- 10 Jun 2011
Merchandising and IT Departments
By Frances Thomas, IT Business Development Manager at Retail Assist
In any large business, there is always the likelihood that at best, certain internal teams are not aware of the nuances of the tasks fulfilled by other teams; and at worst, they are completely unaware of any areas of work that they are not directly exposed to on a day-to-day basis. Due to the wide array of departments that make up most retail businesses, these are rarely exceptions to the rule.
Historically it was the Merchandising teams that were the key contacts for IT within the Buying and Merchandising departments. The need to maximise profit through stock management was responsible for driving the development of sophisticated Merchandise Management and Management Information Systems. As customers became more demanding and trading conditions more difficult the Merchandise teams relied upon the IT solution to provide flexible, responsive systems that supported fast delivery of product to market and provided the product performance data as soon as possible.
My merchandising background and IT experience mean that I am in the unique position of appreciating the key drivers for both areas. I believe there is a great opportunity for merchandising teams and IT departments to learn from each other and deliver greater results.
When transferring from Karen Millen’s merchandising team to the IT department, I was struck immediately by a difference in pace. The merchandising teams in fashion retail work in a high pressure environment to a routine of deadlines. Certain tasks and information have to be completed within set timescales in order to make informed buying and trading decisions, these in turn drive sales and maximise profit. There is only one opportunity to sell a product at that product’s first price. After this every action erodes margin. Preventing this erosion is vital and this is reflected in the working environment of the merchandising team. IT needs to understand what is important to the merchandising team and respond to this with the same sense of urgency and priority to truly work in partnership. The Merchandising teams can assist IT by explaining the role and the priorities and giving context to the tasks that IT perform for them.
In contrast, IT is divided into several departments each of which work to different deadlines and pressures but all impact the merchandising team in some way. This variety of the IT roles is not always fully understood by the merchandising teams. Desktop, Help Desk and development teams all play a part in supporting and underpinning the business. Understanding what IT does and what IT can provide is a major advantage to a team competing for the customer and the sale.
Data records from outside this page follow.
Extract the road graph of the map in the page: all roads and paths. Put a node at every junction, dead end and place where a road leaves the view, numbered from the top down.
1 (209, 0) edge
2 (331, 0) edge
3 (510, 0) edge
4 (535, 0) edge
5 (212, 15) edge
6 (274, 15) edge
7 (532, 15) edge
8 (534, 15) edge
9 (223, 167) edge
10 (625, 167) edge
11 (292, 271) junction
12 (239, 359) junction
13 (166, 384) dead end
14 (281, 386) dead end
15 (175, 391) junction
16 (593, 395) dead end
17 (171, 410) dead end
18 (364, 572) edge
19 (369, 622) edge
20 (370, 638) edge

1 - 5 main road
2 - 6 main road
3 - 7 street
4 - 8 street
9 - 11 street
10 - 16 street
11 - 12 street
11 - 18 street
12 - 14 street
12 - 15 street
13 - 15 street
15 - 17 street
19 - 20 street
Merchandising teams have a great opportunity to really understand what IT provides and support IT in improving the systems and IT services.
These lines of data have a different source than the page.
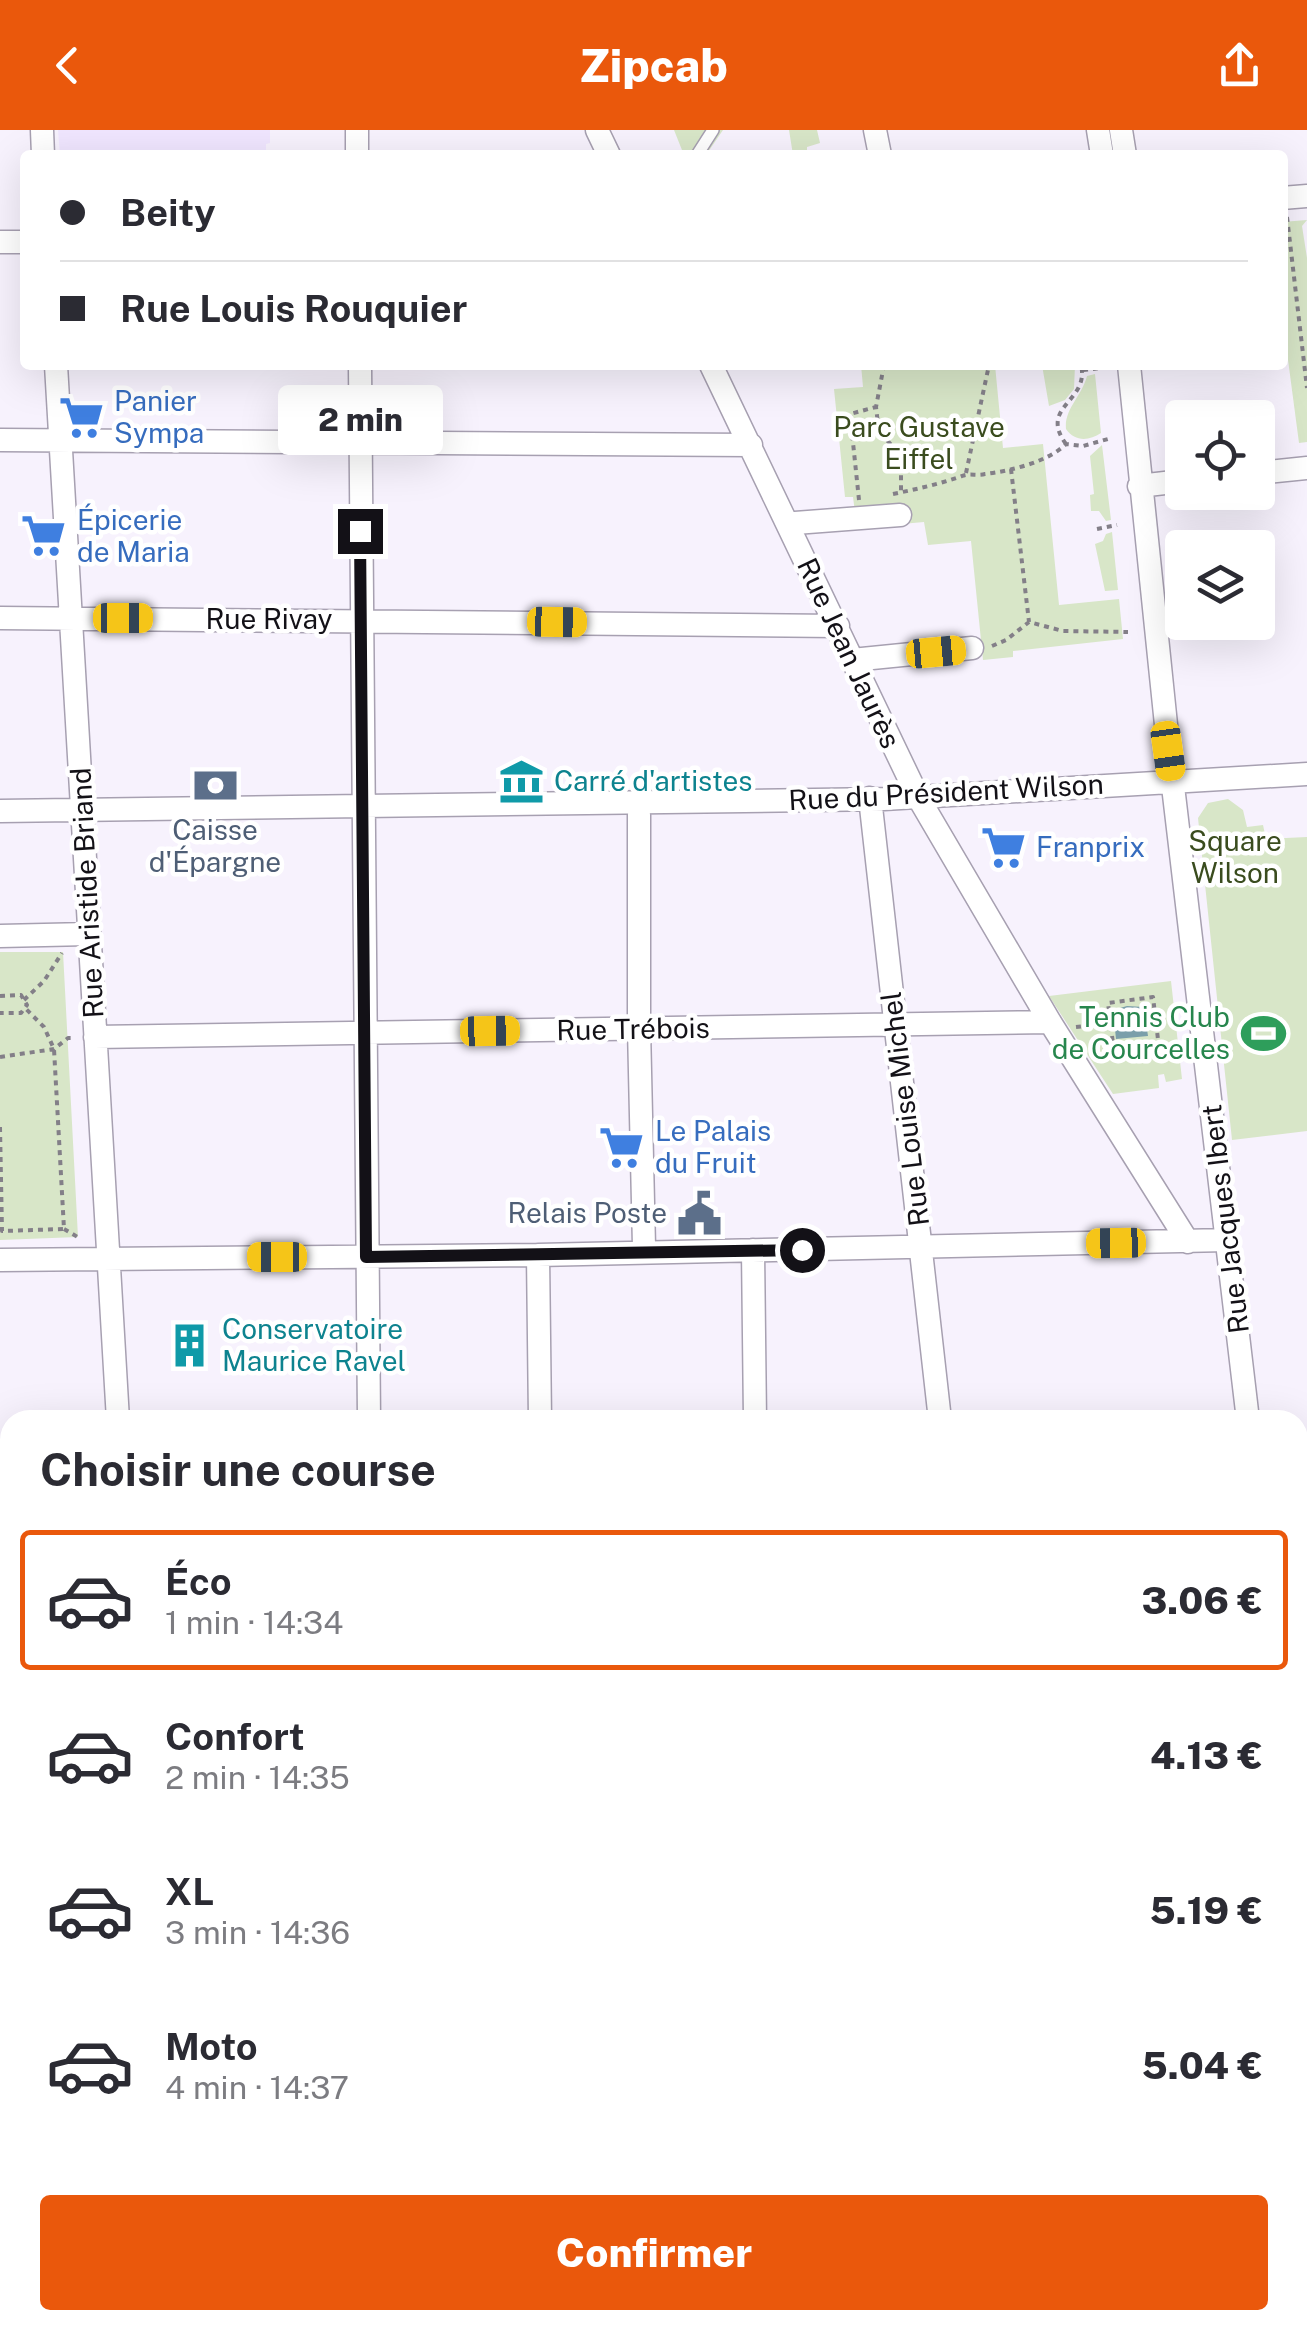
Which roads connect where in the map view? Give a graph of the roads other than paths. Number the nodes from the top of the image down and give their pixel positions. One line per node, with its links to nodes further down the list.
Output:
1 (56, 370): 6 (street, Rue Aristide Briand)
2 (360, 370): 7 (street)
3 (714, 370): 8 (street, Rue Jean Jaurès)
4 (1129, 370): 12 (street, Rue Jacques Ibert)
5 (0, 440): 6 (street)
6 (60, 441): 7 (street); 16 (street, Rue Aristide Briand)
7 (360, 443): 8 (street); 17 (street)
8 (751, 444): 18 (street, Rue Jean Jaurès)
9 (1307, 468): 10 (street)
10 (1275, 471)
11 (1165, 483): 12 (street)
12 (1140, 486): 22 (street, Rue Jacques Ibert)
13 (896, 501): 14 (street)
14 (795, 523)
15 (0, 618): 16 (street, Rue Rivay)
16 (71, 618): 17 (street, Rue Rivay); 26 (street, Rue Aristide Briand)
17 (361, 619): 18 (street, Rue Rivay); 25 (street)
18 (838, 626): 20 (street, Rue Jean Jaurès)
19 (972, 648): 20 (street)
20 (852, 660): 23 (street, Rue Jean Jaurès)
21 (1307, 774): 22 (street, Rue du Président Wilson)
22 (1172, 780): 23 (street, Rue du Président Wilson); 36 (street, Rue Jacques Ibert)
23 (918, 797): 24 (street, Rue du Président Wilson); 32 (street, Rue Jean Jaurès)
24 (870, 798): 25 (street, Rue du Président Wilson); 31 (street, Rue Louise Michel)
25 (362, 806): 26 (street, Rue du Président Wilson); 34 (street)
26 (83, 809): 27 (street, Rue du Président Wilson); 30 (street, Rue Aristide Briand)
27 (0, 811)
28 (639, 815): 33 (street)
29 (0, 936): 30 (street)
30 (81, 940): 35 (street, Rue Aristide Briand)
31 (894, 1026): 32 (street, Rue Trébois); 33 (street, Rue Trébois); 39 (street, Rue Louise Michel)
32 (1059, 1026): 37 (street, Rue Jean Jaurès)
33 (639, 1028): 34 (street, Rue Trébois); 38 (street)
34 (364, 1034): 35 (street, Rue Trébois); 43 (street)
35 (95, 1038): 42 (street, Rue Aristide Briand)
36 (1227, 1240): 37 (street); 50 (street, Rue Jacques Ibert)
37 (1188, 1242): 39 (street)
38 (644, 1247)
39 (921, 1248): 40 (street); 49 (street, Rue Louise Michel)
40 (753, 1250): 41 (street); 48 (street)
41 (538, 1256): 43 (street); 47 (street)
42 (108, 1257): 43 (street); 44 (street); 45 (street, Rue Aristide Briand)
43 (366, 1257): 46 (street)
44 (0, 1260)
45 (117, 1410)
46 (369, 1410)
47 (540, 1410)
48 (756, 1410)
49 (939, 1410)
50 (1247, 1410)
IT teams are involved in all aspects of the supply chain, and wider business resulting in an in depth knowledge of the processes and systems as a whole. Tapping into this knowledge offers the merchandising teams a great opportunity to ensure a holistic approach to resolving issues and improving systems.
The IT team aid the merchandising team when any system change requests are made and any systems training required. However it is important for Merchandisers to recognise the challenges that developments pose, alongside the opportunities created by them. The highly logical and process driven nature of IT departments can be invaluable for Merchandisers when planning user groups, reviews and planning future best practise.
Equally; understanding the business from the merchandising perspective means a greater understanding of the wider trading challenges. Ensuring that IT strategy is aligned with the needs of the key business drivers is crucial in ensuring that IT developments support the growth of the company and the ability to trade competitively.
Due to the highly seasonal nature of the retail industry, IT teams must recognise the life cycle of products and how they drive process. Also they must appreciate that this cyclical environment affects merchandising strategy and the way that the team works; meaning that some of the demands they make on the IT department will be high priority, and require an immediate response.
The merchandising teams tend to be highly driven by their department performance, sales and margin, and any IT applications need to facilitate easy visibility of this. The IT team are tasked with providing systems that cater to external customer expectations, such as multiple purchasing channels, alongside internal requirements.
In conclusion, many merchandising and IT departments at large retailers are already adept at recognising each others’ key requirements and motivations. However, the more the teams are able to work together and the more closely their strategies are aligned, the more joined up and ultimately the more successful the retail business can be as a whole.